Television Preview (also known as "New TV Preview") is a market research company that purports to test pilots of new television shows while actually looking for audience's reactions to commercials presented in a "home-like" atmosphere between breaks in these shows. Based in Evansville, Indiana, Television Preview is a division of RSC the Quality Measurement Company, a member of the ArsGroup. Although Television Preview takes no money from viewers, participants are misled about the nature of the survey in which they are participating. The company is not associated with any actual television producers and the "pilots" they preview are years old. Viewers are instead asked to rate the commercials they see.
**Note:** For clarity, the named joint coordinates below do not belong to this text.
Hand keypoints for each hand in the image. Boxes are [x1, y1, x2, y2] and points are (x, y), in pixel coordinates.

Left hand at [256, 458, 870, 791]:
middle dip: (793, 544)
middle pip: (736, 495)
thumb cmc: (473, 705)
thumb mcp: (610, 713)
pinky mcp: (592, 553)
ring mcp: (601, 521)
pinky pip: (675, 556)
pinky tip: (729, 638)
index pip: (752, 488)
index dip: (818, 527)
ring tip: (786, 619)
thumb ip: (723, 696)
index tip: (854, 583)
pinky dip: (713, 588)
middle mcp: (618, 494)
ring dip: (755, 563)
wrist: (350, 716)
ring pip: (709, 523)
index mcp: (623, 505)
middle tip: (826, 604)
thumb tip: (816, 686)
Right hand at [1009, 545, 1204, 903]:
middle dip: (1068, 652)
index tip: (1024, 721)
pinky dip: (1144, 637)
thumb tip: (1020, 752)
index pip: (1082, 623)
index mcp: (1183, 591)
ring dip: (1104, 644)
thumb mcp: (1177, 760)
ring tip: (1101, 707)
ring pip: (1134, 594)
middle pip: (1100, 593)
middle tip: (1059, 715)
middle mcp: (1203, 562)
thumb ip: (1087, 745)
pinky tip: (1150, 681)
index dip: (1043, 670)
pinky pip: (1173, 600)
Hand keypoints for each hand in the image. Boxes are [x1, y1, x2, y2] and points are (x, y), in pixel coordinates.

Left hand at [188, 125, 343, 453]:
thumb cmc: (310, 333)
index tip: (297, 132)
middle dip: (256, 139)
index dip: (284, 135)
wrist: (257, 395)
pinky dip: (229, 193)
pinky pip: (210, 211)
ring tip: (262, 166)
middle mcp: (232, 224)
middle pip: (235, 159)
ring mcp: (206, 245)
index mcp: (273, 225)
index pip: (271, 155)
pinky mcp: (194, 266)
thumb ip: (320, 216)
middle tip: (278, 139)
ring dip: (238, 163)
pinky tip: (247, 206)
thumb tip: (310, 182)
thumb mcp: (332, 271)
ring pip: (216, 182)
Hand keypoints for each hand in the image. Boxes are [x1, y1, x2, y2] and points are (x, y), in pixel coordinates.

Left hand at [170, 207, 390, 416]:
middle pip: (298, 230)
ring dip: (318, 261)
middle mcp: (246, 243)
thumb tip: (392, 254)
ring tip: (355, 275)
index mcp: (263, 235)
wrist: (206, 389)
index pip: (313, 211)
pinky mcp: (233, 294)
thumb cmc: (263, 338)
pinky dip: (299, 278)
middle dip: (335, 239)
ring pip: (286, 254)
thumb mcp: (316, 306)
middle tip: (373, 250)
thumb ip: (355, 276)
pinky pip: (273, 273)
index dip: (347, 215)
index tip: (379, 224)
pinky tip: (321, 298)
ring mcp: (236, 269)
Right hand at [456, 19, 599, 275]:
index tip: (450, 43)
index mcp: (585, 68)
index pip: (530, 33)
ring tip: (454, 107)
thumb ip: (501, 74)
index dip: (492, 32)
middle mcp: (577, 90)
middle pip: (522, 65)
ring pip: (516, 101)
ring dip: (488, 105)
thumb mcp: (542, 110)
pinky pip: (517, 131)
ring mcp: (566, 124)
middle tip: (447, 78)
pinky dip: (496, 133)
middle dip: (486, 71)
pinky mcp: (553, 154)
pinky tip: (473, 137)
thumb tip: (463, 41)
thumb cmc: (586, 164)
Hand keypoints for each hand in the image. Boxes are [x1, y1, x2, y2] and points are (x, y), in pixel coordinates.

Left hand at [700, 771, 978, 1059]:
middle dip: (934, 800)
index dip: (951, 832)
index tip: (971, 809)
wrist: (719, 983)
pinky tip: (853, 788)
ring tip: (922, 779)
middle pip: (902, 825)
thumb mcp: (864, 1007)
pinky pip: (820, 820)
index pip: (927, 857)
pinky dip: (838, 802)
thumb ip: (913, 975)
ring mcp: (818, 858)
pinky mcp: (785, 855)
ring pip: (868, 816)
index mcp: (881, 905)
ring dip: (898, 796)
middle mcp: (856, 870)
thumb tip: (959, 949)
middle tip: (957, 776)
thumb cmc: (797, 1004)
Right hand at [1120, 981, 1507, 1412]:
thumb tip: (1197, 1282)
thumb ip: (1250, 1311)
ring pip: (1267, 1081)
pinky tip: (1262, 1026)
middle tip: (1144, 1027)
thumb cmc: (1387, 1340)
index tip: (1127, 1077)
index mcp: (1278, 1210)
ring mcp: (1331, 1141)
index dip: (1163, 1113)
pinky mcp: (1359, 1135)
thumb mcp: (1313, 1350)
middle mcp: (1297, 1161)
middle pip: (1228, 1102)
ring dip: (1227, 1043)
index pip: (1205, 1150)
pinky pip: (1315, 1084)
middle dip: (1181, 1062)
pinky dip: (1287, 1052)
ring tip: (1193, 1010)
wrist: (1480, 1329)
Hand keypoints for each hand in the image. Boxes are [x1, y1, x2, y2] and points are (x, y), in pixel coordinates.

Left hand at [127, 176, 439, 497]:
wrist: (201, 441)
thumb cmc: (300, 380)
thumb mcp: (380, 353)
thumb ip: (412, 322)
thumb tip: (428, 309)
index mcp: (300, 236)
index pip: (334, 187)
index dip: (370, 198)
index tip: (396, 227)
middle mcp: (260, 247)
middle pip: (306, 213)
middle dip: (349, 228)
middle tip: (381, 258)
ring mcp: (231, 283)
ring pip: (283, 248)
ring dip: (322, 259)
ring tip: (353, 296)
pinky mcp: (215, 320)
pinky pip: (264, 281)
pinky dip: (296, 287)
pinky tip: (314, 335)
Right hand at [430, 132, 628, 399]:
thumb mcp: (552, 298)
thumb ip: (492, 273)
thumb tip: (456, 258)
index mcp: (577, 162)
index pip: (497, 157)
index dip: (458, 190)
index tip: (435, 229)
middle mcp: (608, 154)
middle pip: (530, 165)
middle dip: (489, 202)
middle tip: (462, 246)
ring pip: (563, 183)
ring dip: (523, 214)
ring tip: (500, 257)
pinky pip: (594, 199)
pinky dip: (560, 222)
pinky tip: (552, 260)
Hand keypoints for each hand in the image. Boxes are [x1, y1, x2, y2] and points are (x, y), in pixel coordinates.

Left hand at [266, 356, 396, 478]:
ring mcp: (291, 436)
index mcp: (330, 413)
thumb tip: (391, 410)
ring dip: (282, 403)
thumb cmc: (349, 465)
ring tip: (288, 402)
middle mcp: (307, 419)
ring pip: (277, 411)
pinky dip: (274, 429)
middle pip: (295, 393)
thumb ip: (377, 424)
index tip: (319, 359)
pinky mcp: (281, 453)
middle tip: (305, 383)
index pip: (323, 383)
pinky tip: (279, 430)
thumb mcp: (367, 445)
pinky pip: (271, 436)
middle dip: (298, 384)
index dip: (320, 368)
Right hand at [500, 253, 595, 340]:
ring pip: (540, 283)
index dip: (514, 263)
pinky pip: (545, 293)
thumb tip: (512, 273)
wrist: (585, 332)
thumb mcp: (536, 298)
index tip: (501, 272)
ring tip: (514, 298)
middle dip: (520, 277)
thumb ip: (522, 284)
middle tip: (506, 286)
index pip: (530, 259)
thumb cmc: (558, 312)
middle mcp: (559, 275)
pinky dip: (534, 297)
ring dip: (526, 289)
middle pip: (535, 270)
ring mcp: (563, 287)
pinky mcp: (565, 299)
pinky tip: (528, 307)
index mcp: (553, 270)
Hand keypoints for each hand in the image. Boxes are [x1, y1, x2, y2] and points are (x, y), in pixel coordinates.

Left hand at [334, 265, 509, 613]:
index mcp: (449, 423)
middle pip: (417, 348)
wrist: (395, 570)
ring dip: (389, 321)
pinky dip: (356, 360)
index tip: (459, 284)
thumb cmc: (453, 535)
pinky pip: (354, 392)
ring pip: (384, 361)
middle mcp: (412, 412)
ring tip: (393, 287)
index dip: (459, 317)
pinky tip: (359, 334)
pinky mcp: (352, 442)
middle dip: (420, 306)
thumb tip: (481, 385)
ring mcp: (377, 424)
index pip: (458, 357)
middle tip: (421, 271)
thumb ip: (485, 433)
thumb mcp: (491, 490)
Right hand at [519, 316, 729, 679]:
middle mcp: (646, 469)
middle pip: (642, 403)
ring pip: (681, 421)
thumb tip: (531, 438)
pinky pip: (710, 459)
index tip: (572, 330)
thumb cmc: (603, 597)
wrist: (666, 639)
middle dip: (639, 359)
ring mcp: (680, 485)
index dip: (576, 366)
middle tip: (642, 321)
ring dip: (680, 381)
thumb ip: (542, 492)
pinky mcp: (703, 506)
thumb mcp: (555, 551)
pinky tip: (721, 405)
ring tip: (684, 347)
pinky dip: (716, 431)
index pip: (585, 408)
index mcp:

Also, under the guise of selecting prizes they'd like to win in a drawing, viewers choose their "favorites" from pages of pictures of consumer products.

== The process ==
Television Preview randomly sends out invitations and tickets to specific screenings, usually held in hotel conference rooms. The invitation contains text, such as that shown below, insinuating that the viewer will help decide what will be featured on television's next fall lineup:

You have been selected to participate in a survey whose findings will directly influence what you see on television in the future.

You have been selected to evaluate not-yet-released television material that is being considered for nationwide broadcast.

You have been selected to help represent the television viewing preferences of the entire country.

Instead, viewers are shown old television pilots that were never picked up. They are asked to give a thumbs-up or thumbs-down style rating, and then fill out pages of questionnaires about their purchasing preferences, brands they like, products they are likely to use, and so forth.

=== The programs ===
The programs can vary from screening to screening, but most often they seem to be two shows: a 1997 drama called Soulmates featuring Kim Raver, and a comedy called City starring Valerie Harper. City was a short-lived show from 1990. Audience members are either told that Valerie Harper is looking to make a comeback, and wants viewers to judge her likability, or that screenwriter Paul Haggis, who wrote the show, wants to retool it for next fall, but needs viewer's opinions on its feasibility first. Other attendees have reported being shown the pilot of Dads, a comedy show from 1997 starring C. Thomas Howell and Steven Eckholdt.

== Associated companies ==
Within a few business days after the viewings, most participants receive phone calls come from California-based company Datascension, in which participants are asked additional questions about the presentation. The company has been known to make frequent, repeated calls, in the event no one at the participant's number answers, or if they reach an answering machine.